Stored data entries
--------------------------------

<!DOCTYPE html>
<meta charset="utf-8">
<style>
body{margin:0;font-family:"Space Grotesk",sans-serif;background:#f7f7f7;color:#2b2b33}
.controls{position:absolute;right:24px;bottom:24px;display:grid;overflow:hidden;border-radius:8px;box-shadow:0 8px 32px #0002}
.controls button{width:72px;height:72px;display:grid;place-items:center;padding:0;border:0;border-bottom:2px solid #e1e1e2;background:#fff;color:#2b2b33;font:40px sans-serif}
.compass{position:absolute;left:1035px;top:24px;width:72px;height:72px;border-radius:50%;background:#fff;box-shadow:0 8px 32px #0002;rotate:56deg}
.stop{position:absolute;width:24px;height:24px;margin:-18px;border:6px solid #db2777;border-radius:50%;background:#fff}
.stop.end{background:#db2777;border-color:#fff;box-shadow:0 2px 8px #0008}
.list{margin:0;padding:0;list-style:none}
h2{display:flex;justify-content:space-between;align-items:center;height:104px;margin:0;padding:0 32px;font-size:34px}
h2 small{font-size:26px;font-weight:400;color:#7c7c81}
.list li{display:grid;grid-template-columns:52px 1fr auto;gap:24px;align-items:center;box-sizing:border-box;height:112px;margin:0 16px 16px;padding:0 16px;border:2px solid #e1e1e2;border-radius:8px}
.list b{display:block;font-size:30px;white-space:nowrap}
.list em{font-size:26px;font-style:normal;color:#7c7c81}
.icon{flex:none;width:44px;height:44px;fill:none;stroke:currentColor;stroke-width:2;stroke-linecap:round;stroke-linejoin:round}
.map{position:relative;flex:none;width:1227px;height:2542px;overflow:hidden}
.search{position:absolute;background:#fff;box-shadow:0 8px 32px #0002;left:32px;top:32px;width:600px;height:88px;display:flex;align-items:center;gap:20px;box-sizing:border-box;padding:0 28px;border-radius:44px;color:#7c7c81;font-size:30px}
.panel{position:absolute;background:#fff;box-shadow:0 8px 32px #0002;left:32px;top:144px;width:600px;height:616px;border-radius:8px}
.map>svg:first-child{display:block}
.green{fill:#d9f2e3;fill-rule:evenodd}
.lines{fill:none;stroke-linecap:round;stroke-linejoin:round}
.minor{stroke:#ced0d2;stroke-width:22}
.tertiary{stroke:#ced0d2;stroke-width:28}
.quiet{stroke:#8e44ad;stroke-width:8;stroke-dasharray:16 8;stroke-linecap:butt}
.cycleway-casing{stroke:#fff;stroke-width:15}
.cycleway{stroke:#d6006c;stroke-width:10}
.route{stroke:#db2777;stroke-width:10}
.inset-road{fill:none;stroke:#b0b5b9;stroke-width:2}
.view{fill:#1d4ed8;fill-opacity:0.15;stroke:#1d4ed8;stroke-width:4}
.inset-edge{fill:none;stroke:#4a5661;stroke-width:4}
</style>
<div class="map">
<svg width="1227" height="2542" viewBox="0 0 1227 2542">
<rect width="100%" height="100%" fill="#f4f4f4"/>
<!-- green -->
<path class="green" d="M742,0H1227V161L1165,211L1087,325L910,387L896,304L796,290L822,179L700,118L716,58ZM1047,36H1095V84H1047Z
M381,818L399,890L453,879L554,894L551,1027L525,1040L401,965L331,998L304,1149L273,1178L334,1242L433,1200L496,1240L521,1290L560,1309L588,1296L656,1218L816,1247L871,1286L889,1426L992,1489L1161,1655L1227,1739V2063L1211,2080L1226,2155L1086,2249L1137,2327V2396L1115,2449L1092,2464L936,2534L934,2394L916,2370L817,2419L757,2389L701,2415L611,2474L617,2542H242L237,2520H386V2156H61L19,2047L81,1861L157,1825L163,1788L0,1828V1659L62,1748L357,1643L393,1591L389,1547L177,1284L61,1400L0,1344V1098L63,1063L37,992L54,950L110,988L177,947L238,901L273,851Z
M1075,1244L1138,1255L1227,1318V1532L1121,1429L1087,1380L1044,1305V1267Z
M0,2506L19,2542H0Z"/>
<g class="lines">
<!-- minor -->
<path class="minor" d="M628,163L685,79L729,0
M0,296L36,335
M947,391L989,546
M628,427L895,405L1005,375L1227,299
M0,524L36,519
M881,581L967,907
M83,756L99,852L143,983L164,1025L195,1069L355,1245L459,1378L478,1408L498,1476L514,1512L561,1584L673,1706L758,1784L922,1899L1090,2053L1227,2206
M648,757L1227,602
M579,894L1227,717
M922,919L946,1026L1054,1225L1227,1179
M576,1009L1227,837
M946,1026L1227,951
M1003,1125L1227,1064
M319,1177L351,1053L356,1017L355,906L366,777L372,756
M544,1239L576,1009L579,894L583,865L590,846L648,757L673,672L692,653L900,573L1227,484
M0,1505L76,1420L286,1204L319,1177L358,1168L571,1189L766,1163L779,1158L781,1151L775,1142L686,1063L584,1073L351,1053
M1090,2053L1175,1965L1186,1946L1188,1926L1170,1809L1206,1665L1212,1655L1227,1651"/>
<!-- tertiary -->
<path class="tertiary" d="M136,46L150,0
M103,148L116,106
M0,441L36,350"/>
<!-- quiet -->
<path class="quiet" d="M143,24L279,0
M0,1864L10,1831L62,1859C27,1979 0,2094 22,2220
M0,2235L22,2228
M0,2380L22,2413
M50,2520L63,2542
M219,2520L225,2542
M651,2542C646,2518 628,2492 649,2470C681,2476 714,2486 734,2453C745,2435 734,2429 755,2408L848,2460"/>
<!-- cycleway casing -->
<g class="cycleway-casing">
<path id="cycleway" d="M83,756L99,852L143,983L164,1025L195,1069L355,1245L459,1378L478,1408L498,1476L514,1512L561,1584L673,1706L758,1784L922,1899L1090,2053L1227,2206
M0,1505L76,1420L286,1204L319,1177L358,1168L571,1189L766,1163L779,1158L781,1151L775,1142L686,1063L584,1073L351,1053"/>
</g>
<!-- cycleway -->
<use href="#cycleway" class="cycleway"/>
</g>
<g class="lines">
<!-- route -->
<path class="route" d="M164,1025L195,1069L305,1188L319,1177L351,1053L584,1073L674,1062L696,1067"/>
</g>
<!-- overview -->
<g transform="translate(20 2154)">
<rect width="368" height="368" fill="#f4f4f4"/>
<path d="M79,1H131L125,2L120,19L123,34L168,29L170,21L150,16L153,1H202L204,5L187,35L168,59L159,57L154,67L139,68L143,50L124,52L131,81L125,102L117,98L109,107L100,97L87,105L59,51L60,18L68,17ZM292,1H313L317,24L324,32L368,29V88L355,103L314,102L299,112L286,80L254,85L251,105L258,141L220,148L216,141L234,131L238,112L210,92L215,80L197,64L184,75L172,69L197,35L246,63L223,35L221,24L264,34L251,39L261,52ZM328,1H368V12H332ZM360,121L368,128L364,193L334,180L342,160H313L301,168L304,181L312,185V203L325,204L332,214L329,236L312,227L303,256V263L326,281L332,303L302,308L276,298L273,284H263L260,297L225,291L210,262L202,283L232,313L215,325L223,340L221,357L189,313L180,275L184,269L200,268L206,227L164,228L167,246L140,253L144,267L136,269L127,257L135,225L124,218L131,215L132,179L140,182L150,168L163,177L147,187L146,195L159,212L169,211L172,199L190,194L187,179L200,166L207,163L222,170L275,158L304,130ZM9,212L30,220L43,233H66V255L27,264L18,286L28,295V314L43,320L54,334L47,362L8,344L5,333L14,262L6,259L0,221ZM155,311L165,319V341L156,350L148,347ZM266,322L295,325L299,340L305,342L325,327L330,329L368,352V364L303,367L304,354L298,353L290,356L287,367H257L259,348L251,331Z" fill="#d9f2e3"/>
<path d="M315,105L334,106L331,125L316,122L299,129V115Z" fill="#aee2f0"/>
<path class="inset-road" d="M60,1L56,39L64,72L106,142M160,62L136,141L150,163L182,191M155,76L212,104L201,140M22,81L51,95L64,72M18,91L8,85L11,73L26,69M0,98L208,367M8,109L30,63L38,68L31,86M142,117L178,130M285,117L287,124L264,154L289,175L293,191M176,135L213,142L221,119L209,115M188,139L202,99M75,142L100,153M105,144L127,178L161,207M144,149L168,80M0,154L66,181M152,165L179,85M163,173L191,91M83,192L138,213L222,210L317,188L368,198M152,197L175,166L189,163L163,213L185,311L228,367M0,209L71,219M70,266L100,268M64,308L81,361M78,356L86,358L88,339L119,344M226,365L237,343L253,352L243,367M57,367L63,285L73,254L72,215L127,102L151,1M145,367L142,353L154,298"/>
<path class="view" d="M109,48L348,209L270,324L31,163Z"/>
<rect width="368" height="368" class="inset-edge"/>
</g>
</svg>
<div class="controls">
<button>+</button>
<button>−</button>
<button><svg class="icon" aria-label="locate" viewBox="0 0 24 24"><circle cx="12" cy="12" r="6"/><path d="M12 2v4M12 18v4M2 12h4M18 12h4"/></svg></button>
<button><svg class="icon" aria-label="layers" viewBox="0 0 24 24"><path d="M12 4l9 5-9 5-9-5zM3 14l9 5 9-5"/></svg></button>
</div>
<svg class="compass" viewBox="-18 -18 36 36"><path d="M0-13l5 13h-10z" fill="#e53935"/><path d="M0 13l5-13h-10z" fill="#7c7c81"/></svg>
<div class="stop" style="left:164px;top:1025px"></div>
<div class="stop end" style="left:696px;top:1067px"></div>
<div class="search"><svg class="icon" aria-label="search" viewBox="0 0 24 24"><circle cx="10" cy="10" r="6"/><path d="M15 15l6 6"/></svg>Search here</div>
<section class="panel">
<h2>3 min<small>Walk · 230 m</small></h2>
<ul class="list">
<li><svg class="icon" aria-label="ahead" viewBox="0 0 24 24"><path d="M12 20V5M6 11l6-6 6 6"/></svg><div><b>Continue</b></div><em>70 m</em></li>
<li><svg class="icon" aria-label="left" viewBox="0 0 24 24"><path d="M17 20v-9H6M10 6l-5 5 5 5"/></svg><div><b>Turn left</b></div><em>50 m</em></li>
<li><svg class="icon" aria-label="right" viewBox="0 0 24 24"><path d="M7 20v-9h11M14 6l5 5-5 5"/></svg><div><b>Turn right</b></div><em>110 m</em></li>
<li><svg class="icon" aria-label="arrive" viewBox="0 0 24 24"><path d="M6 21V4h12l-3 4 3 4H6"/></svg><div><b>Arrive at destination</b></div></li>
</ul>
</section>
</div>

--------------------------------

* _TASK REQUIREMENTS_:
Considering only the data above, return the lines in which "linejoin" occurs.

* _SOLUTION TO THE PROBLEM_:
.icon{flex:none;width:44px;height:44px;fill:none;stroke:currentColor;stroke-width:2;stroke-linecap:round;stroke-linejoin:round}
.lines{fill:none;stroke-linecap:round;stroke-linejoin:round}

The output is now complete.